Sonstige und allgemeine Symptome: chronische Müdigkeit, Adipositas, Infektanfälligkeit, chronische Bronchitis, verminderte Heilungstendenz, erhöhte Degenerationstendenz, Alterung, Empfindlichkeit auf toxische Belastungen, Katarakt

Literatur:

  • Briones AM, Arribas SM, Salaices M (2010): Role of extracellular matrix in vascular remodeling of hypertension. Curr Opin Nephrol Hypertens; 19(2): 187-194.
  • Briones AM, Rodríguez-Criado N, Hernanz R, García-Redondo AB, Rodrigues-Díez RR, Alonso MJ, Egido J, Ruiz-Ortega M, Salaices M (2009): Atorvastatin prevents angiotensin II-induced vascular remodeling and oxidative stress. Hypertension; 54(1): 142–149.

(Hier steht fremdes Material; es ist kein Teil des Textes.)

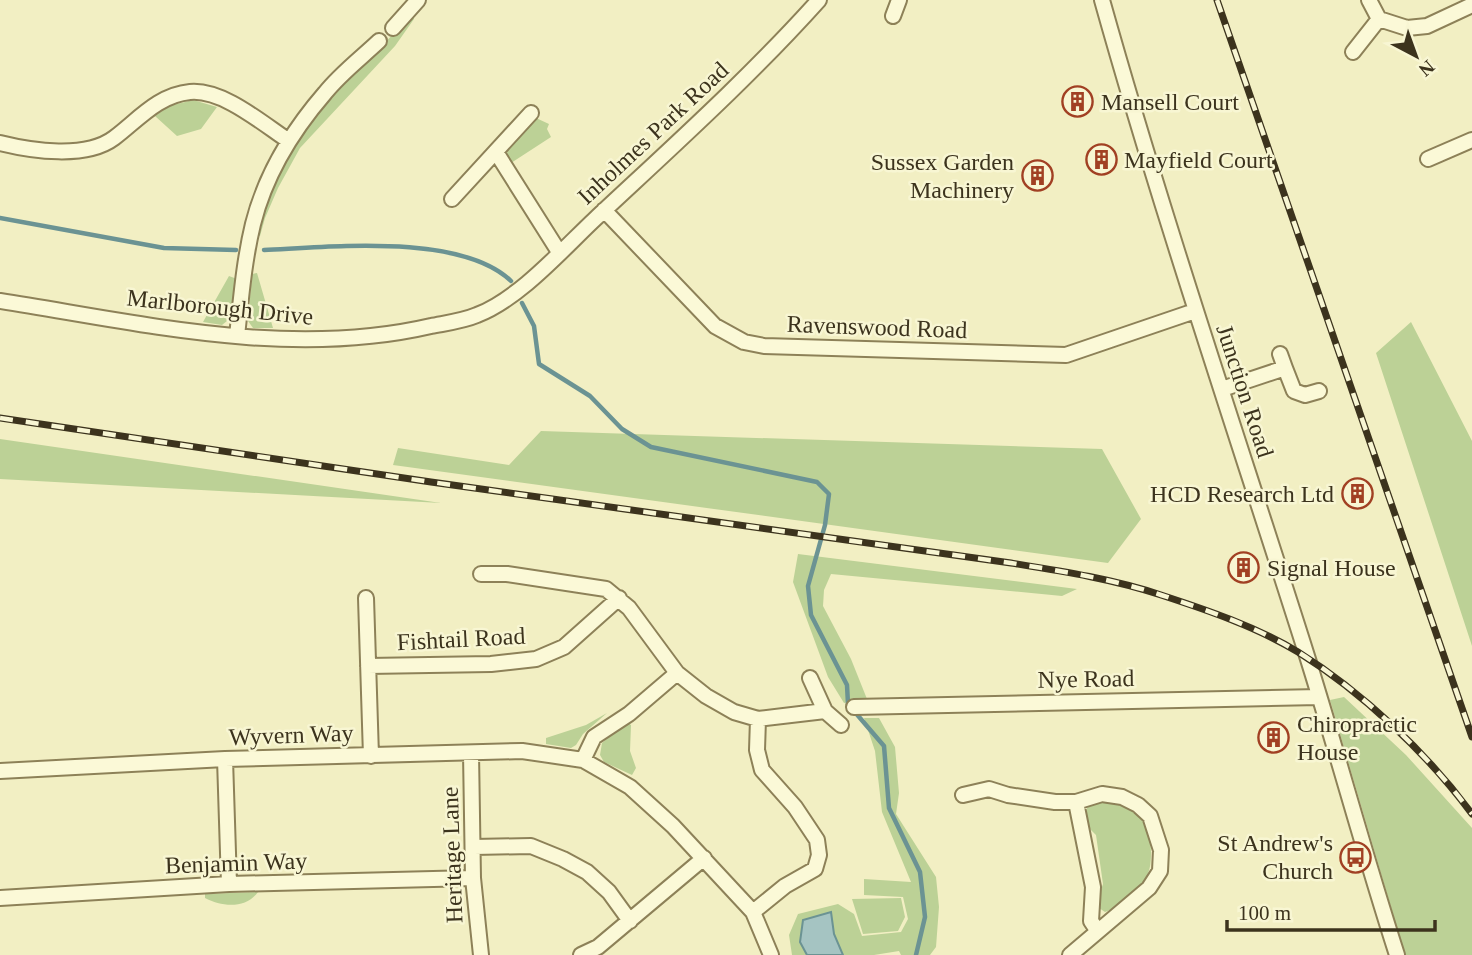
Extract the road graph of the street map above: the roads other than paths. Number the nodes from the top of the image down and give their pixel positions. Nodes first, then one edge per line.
1 (418, 0) edge
2 (819, 0) edge
3 (899, 0) edge
4 (1102, 0) edge
5 (1369, 0) edge
6 (1472, 5) edge
7 (893, 16) dead end
8 (1379, 19) junction
9 (393, 28) dead end
10 (379, 41) dead end
11 (1353, 52) dead end
12 (531, 113) dead end
13 (1472, 140) edge
14 (289, 141) junction
15 (0, 143) edge
16 (496, 152) junction
17 (1427, 159) dead end
18 (452, 199) dead end
19 (604, 210) junction
20 (559, 252) junction
21 (514, 295) joint
22 (0, 301) edge
23 (1195, 311) junction
24 (237, 336) junction
25 (1222, 389) junction
26 (1319, 391) dead end
27 (481, 574) dead end
28 (366, 598) dead end
29 (619, 598) junction
30 (368, 666) junction
31 (677, 673) junction
32 (810, 678) dead end
33 (1319, 697) junction
34 (854, 707) dead end
35 (825, 711) junction
36 (758, 719) junction
37 (841, 725) dead end
38 (471, 753) junction
39 (371, 756) junction
40 (225, 759) junction
41 (583, 760) junction
42 (0, 771) edge
43 (963, 795) dead end
44 (1076, 802) junction
45 (474, 847) junction
46 (704, 858) junction
47 (473, 878) junction
48 (229, 884) junction
49 (0, 898) edge
50 (753, 912) junction
51 (630, 921) junction
52 (1097, 930) junction
53 (481, 955) edge
54 (581, 955) edge
55 (771, 955) edge
56 (1070, 955) edge
57 (1397, 955) edge

1 - 9 street
2 - 19 street, Inholmes Park Road
3 - 7 street
4 - 23 street, Junction Road
5 - 8 street
6 - 8 street
8 - 11 street
10 - 14 street
12 - 16 street
13 - 17 street
14 - 15 street
14 - 24 street
16 - 18 street
16 - 20 street
19 - 20 street, Inholmes Park Road
19 - 23 street, Ravenswood Road
20 - 21 street, Inholmes Park Road
21 - 24 street, Marlborough Drive
22 - 24 street, Marlborough Drive
23 - 25 street, Junction Road
25 - 26 street
25 - 33 street, Junction Road
27 - 29 street
28 - 30 street
29 - 30 street, Fishtail Road
29 - 31 street
30 - 39 street
31 - 36 street
31 - 41 street
32 - 35 street
33 - 34 street, Nye Road
33 - 57 street, Junction Road
35 - 36 street
35 - 37 street
36 - 50 street
38 - 39 street, Wyvern Way
38 - 41 street, Wyvern Way
38 - 45 street, Heritage Lane
39 - 40 street, Wyvern Way
40 - 42 street, Wyvern Way
40 - 48 street
41 - 46 street, Wyvern Way
43 - 44 street
44 - 52 street
44 - 52 street
45 - 47 street, Heritage Lane
45 - 51 street
46 - 50 street, Wyvern Way
46 - 51 street
47 - 48 street, Benjamin Way
47 - 53 street, Heritage Lane
48 - 49 street, Benjamin Way
50 - 55 street, Wyvern Way
51 - 54 street
52 - 56 street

  • Briones AM, Xavier FE, Arribas SM, González MC, Rossoni LV, Alonso MJ, Salaices M (2006): Alterations in structure and mechanics of resistance arteries from ouabain-induced hypertensive rats. Am J Physiol Heart Circ Physiol; 291(1): H193–H201.

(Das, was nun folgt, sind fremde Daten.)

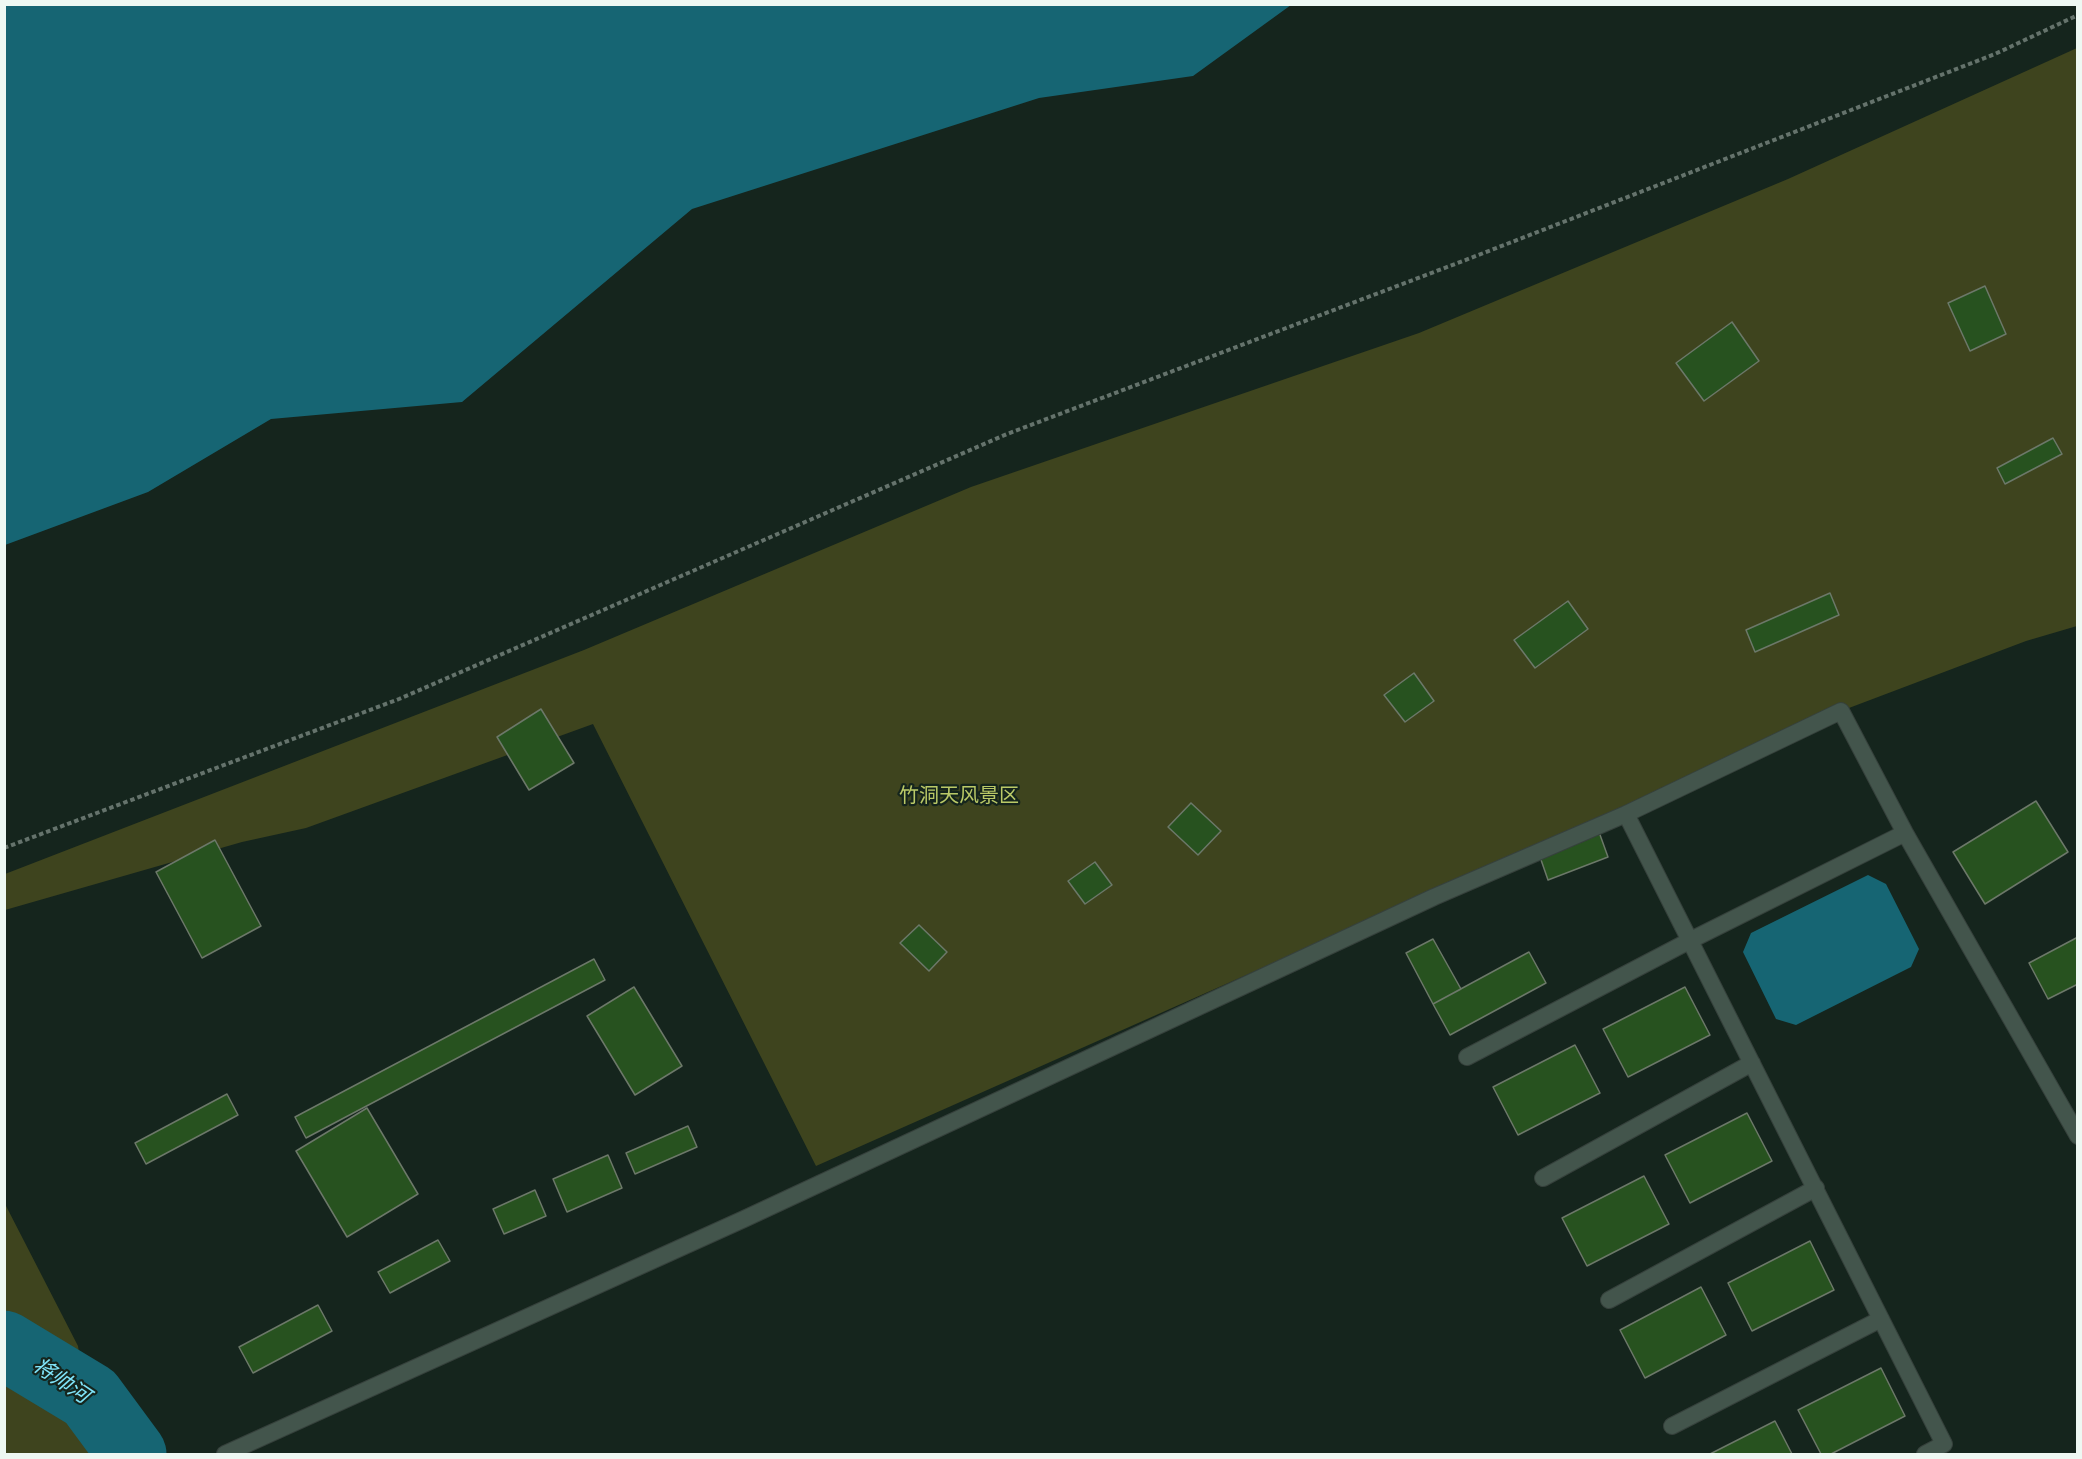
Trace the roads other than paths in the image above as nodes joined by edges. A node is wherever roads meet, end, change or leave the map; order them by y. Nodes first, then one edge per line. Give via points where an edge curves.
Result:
1 (1626, 814) junction
2 (1905, 833) junction
3 (1690, 940) junction
4 (1467, 1057) dead end
5 (1752, 1063) junction
6 (2078, 1136) edge
7 (1543, 1178) dead end
8 (1816, 1188) junction
9 (1609, 1300) dead end
10 (1881, 1319) junction
11 (1672, 1426) dead end
12 (227, 1453) edge
13 (1925, 1455) edge

1 - 2 lane via 1841,711
1 - 3 lane
1 - 12 lane via 1434,897 744,1220
2 - 3 lane
2 - 6 lane
3 - 4 lane
3 - 5 lane
5 - 7 lane
5 - 8 lane
8 - 9 lane
8 - 10 lane
10 - 11 lane
10 - 13 lane via 1944,1444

  • Fleming RM (2000): The effect of high-protein diets on coronary blood flow. Angiology; 51(10): 817-826.
  • Gómez-Garre D, Martín-Ventura JL, Granados R, Sancho T, Torres R, Ruano M, García-Puig J, Egido J (2006): Losartan improves resistance artery lesions and prevents CTGF and TGF-beta production in mild hypertensive patients. Kidney Int; 69(7): 1237–1244.
  • Intengan HD, Deng LY, Li JS, Schiffrin EL (1999): Mechanics and composition of human subcutaneous resistance arteries in essential hypertension. Hypertension; 33(1 Pt 2): 569–574.
  • Rau T (2011): Biologische Medizin. Die Zukunft des natürlichen Heilens. Fona Verlag AG, Lenzburg.
  • Rizzoni D, Paiardi S, Rodella L, Porteri E, De Ciuceis C, Rezzani R, Boari GE, Zani F, Miclini M, Tiberio GA, Giulini SM, Rosei CA, Bianchi R, Rosei EA (2006): Changes in extracellular matrix in subcutaneous small resistance arteries of patients with primary aldosteronism. J Clin Endocrinol Metab; 91(7): 2638–2642.
  • Rupérez M, Rodrigues-Díez R, Blanco-Colio LM, Sánchez-López E, Rodríguez-Vita J, Esteban V, Carvajal G, Plaza JJ, Egido J, Ruiz-Ortega M (2007): HMG-CoA reductase inhibitors decrease angiotensin II-induced vascular fibrosis: role of RhoA/ROCK and MAPK pathways. Hypertension; 50(2): 377–383.
  • Sluijs I, Beulens JW, van der A DL, Spijkerman AM, Grobbee DE, van der Schouw YT (2010): Dietary intake of total, animal, and vegetable protein and risk of type 2 diabetes in the European Prospective Investigation into Cancer and Nutrition (EPIC)-NL study. Diabetes Care; 33(1): 43–48.